DIRECTIONS — Every line of the records below should be restated exactly.

DATA EXCERPTS —
[Start of section]

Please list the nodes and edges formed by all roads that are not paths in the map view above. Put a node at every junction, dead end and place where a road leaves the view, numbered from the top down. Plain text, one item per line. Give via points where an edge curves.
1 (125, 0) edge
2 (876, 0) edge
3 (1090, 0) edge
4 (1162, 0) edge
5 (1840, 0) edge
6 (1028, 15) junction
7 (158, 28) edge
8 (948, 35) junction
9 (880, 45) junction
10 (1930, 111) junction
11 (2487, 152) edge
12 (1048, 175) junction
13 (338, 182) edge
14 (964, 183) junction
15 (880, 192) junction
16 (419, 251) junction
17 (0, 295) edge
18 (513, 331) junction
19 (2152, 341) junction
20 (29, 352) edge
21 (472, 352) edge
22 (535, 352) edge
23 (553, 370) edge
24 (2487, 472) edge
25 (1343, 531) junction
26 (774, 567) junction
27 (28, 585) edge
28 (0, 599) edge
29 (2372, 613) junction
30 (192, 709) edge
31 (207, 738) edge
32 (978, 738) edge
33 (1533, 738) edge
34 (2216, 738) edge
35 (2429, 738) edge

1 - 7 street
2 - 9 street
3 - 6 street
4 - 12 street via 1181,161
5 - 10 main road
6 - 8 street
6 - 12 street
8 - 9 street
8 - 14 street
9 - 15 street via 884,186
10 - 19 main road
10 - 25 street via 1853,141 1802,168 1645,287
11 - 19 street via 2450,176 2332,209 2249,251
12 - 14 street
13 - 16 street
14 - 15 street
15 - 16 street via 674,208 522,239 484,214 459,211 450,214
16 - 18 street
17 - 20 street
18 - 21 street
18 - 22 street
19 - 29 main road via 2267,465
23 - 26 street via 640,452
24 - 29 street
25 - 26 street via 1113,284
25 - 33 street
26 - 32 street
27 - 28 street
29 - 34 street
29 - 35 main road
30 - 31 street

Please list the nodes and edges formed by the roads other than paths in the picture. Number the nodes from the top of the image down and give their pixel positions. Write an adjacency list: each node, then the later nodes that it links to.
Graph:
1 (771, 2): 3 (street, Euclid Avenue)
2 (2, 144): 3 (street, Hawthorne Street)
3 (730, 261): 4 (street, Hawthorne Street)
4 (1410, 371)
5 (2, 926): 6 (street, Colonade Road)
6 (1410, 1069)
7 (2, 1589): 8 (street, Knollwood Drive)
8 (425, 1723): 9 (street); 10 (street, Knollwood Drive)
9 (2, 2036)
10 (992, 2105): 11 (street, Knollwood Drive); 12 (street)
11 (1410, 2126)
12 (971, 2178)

[End of section]

REPLY —
Please list the nodes and edges formed by all roads that are not paths in the map view above. Put a node at every junction, dead end and place where a road leaves the view, numbered from the top down. Plain text, one item per line. Give via points where an edge curves.
1 (125, 0) edge
2 (876, 0) edge
3 (1090, 0) edge
4 (1162, 0) edge
5 (1840, 0) edge
6 (1028, 15) junction
7 (158, 28) edge
8 (948, 35) junction
9 (880, 45) junction
10 (1930, 111) junction
11 (2487, 152) edge
12 (1048, 175) junction
13 (338, 182) edge
14 (964, 183) junction
15 (880, 192) junction
16 (419, 251) junction
17 (0, 295) edge
18 (513, 331) junction
19 (2152, 341) junction
20 (29, 352) edge
21 (472, 352) edge
22 (535, 352) edge
23 (553, 370) edge
24 (2487, 472) edge
25 (1343, 531) junction
26 (774, 567) junction
27 (28, 585) edge
28 (0, 599) edge
29 (2372, 613) junction
30 (192, 709) edge
31 (207, 738) edge
32 (978, 738) edge
33 (1533, 738) edge
34 (2216, 738) edge
35 (2429, 738) edge

1 - 7 street
2 - 9 street
3 - 6 street
4 - 12 street via 1181,161
5 - 10 main road
6 - 8 street
6 - 12 street
8 - 9 street
8 - 14 street
9 - 15 street via 884,186
10 - 19 main road
10 - 25 street via 1853,141 1802,168 1645,287
11 - 19 street via 2450,176 2332,209 2249,251
12 - 14 street
13 - 16 street
14 - 15 street
15 - 16 street via 674,208 522,239 484,214 459,211 450,214
16 - 18 street
17 - 20 street
18 - 21 street
18 - 22 street
19 - 29 main road via 2267,465
23 - 26 street via 640,452
24 - 29 street
25 - 26 street via 1113,284
25 - 33 street
26 - 32 street
27 - 28 street
29 - 34 street
29 - 35 main road
30 - 31 street

Please list the nodes and edges formed by the roads other than paths in the picture. Number the nodes from the top of the image down and give their pixel positions. Write an adjacency list: each node, then the later nodes that it links to.
Graph:
1 (771, 2): 3 (street, Euclid Avenue)
2 (2, 144): 3 (street, Hawthorne Street)
3 (730, 261): 4 (street, Hawthorne Street)
4 (1410, 371)
5 (2, 926): 6 (street, Colonade Road)
6 (1410, 1069)
7 (2, 1589): 8 (street, Knollwood Drive)
8 (425, 1723): 9 (street); 10 (street, Knollwood Drive)
9 (2, 2036)
10 (992, 2105): 11 (street, Knollwood Drive); 12 (street)
11 (1410, 2126)
12 (971, 2178)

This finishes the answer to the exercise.